En todas esas edades, existieron sin fin de pueblos ecuestres que dominaron el arte del jineteo y la monta: celtas, túrquicos, númidas, macedonios, escitas, íberos, mongoles, germanos, lakotas, mapuches... los caballos les dieron a todas esas culturas el poder y un lugar en los anales de la historia. Entre estos pueblos ecuestres, destacan aquellos de origen iranio que poblaron la región de Persia y sus confines: los medos, los aqueménidas, los partos, los sasánidas y los safávidas. Estos pueblos fueron poseedores de una de las tradiciones hípicas más antiguas y disciplinadas del mundo, siendo uno de los primeros imperios que construir caminos reales para conectar todos sus dominios y en depender casi exclusivamente de su caballería para controlarlos. La guerra fue parte importante de estas tradiciones, que se forjaron a través de la espada y el arco; sin embargo, los tiempos de paz, aunque pocos, fueron una ventana de oportunidad para desarrollar nuevas habilidades y perfeccionar las viejas. Así, en los cuarteles reales de Persépolis y Susa, se creó el polo.

El polo es un deporte de corte militar, útil para mantener a jinetes y caballos en forma para el combate. Su práctica llevo a la caballería irania a ser una de las mejores del mundo y a exportar el dichoso deporte a otras partes del mundo, como China e India, donde se estableció con fuerza. Más tarde y a partir de las expansiones coloniales europeas a partir del siglo XV, los ingleses, quienes pasaron a dominar extensas zonas de Asia, lo llevaron a todas las cortes de Europa y convirtieron a Gran Bretaña en su capital deportiva, para después llevarlo a cada rincón de su imperio, como Nueva Zelanda, Australia, Sudáfrica Canadá y Estados Unidos, insertándolo entre las clases gobernantes regionales y desarrollándose de manera independiente.

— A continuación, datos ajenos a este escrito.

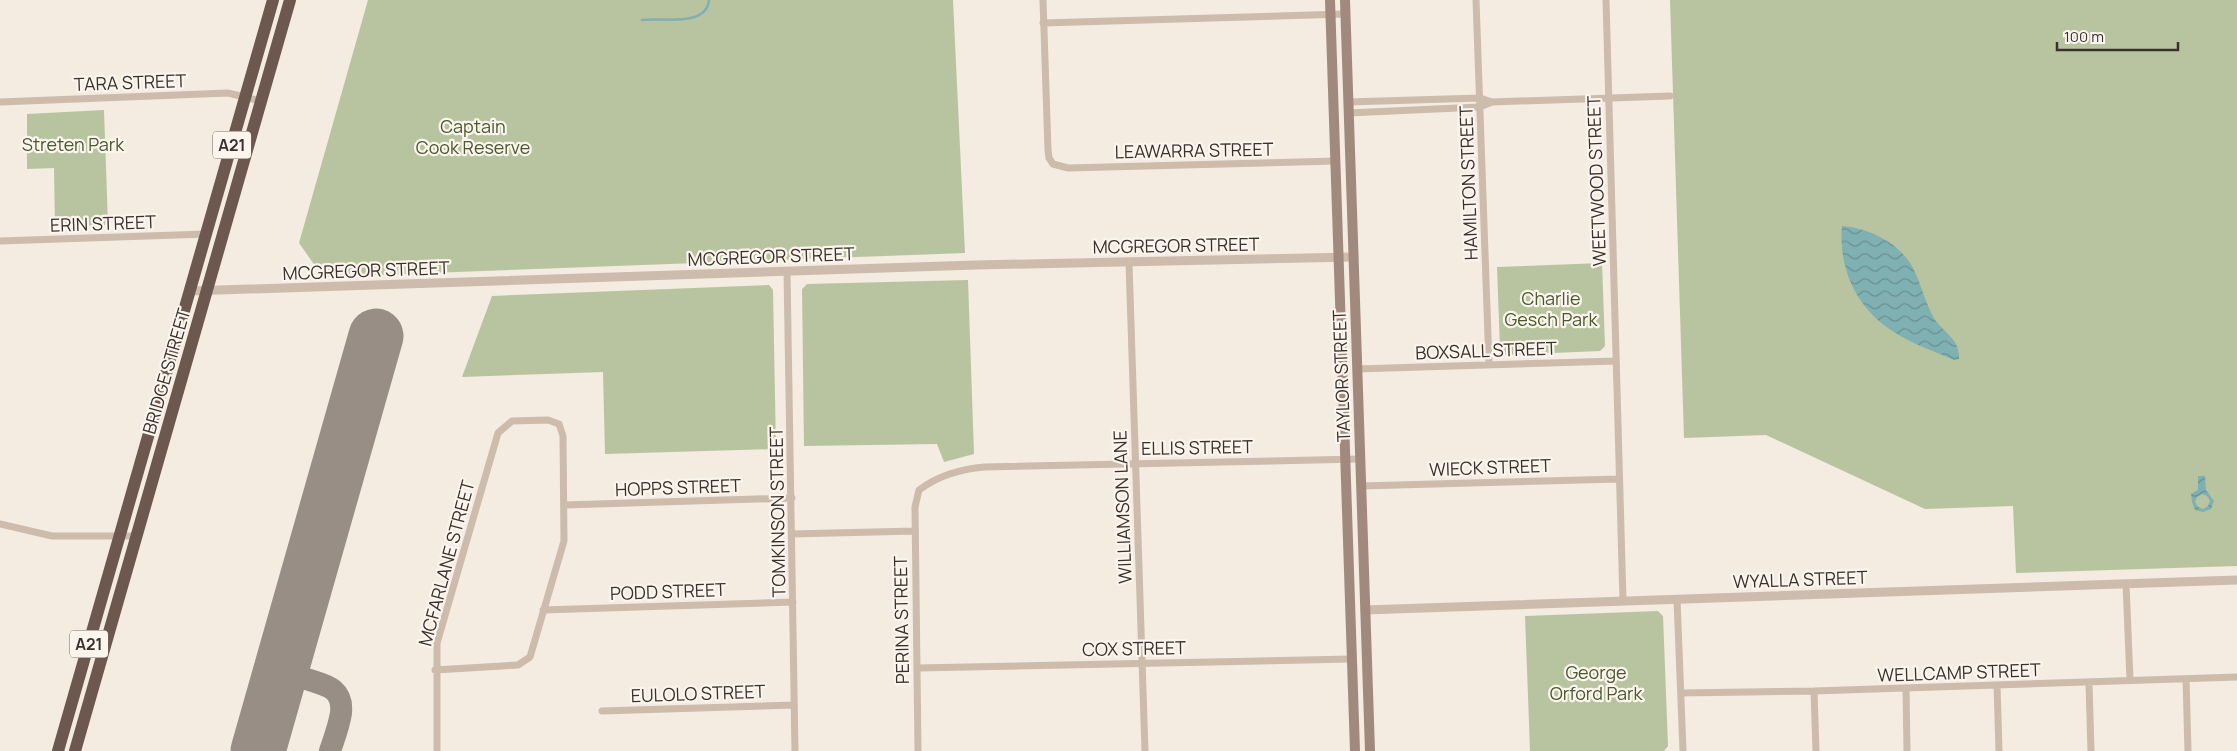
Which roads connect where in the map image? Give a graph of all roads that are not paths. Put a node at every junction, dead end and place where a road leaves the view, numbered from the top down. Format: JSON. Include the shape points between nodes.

El deporte también llegó a Argentina a través de los barcos cargados de trabajadores irlandeses y de magnates ingleses que iban a establecer sus minerías y ranchos en la recién independiente Patagonia. Ahí, en los espacios abiertos y pastizales, rápidamente se formó una de las tradiciones polistas (y ecuestres en general) más importantes de Edad Contemporánea. Desde los gauchos hasta los latifundistas, el polo se convirtió en un pilar dentro de las tradiciones argentas; al menos entre las comunidades rurales y de élite, llegando a producir no solo a los mejores jinetes, sino también los mejores caballos, entrenadores y caballerangos dentro del deporte, importando toda clase de productos de cuero y pienso.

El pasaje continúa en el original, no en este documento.